Gut bacterial metabolite imidazole propionate potentiates Alzheimer's disease pathology

The gut microbiome influences metabolic, immune, and neuroinflammatory processes that are increasingly implicated in the pathophysiology of Alzheimer’s disease (AD). Alterations in microbial composition have been associated with cognitive decline, systemic inflammation, and disruptions in the gut-brain axis observed in AD. Despite a growing number of studies linking gut dysbiosis to AD-related brain changes, the underlying mechanisms remain poorly understood. The bacterial metabolite imidazole propionate (ImP) has been previously associated with dementia risk factors, including type 2 diabetes and cardiovascular disease, however, the impact of ImP on brain remains relatively unknown.
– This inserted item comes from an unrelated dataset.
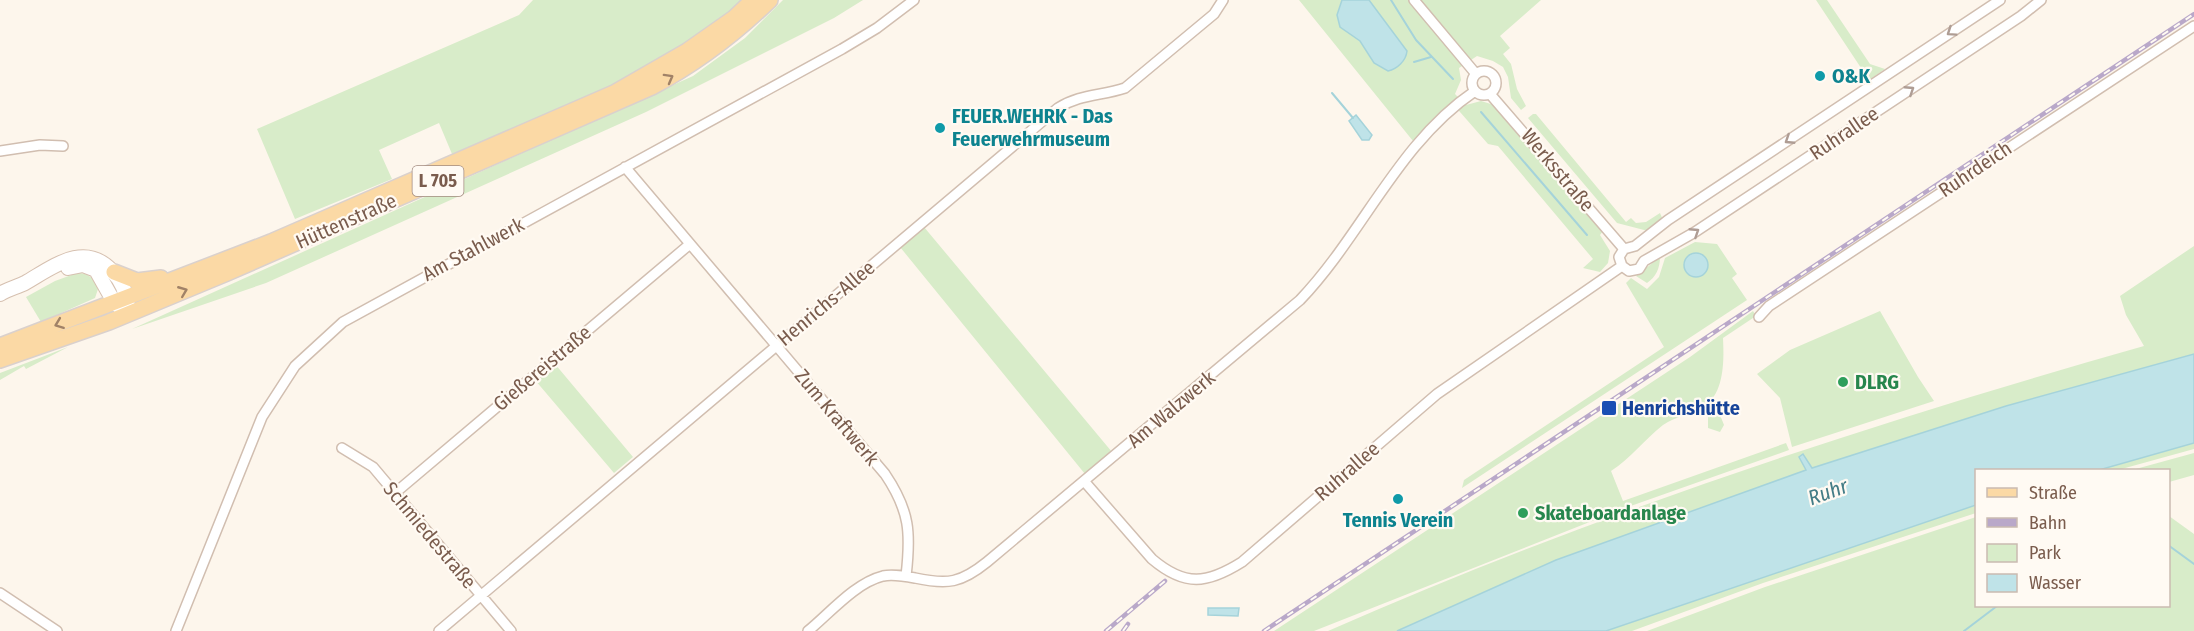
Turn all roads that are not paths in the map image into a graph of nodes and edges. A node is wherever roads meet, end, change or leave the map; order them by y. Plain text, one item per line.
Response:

Here, we show that elevated plasma ImP levels are associated with lower cognitive performance and biomarkers of AD pathology in a large cohort of cognitively unimpaired individuals (>1,100). Furthermore, high plasma ImP levels predicted accelerated progression of AD-related pathology. Metagenomic profiling of stool samples identified gut bacteria encoding predicted orthologs of the ImP-synthesizing enzyme, urocanate reductase (UrdA), whose abundance correlated with both cognitive measures and multiple AD biomarkers. Supporting the human observations, chronic ImP administration in AD mouse model activated neurodegenerative pathways, exacerbated AD pathology, and increased blood-brain barrier (BBB) permeability. Finally, in vitro studies showed that ImP compromised the integrity of human brain endothelial cells. Together, these findings implicate ImP in AD progression and position it as a potential target for early intervention.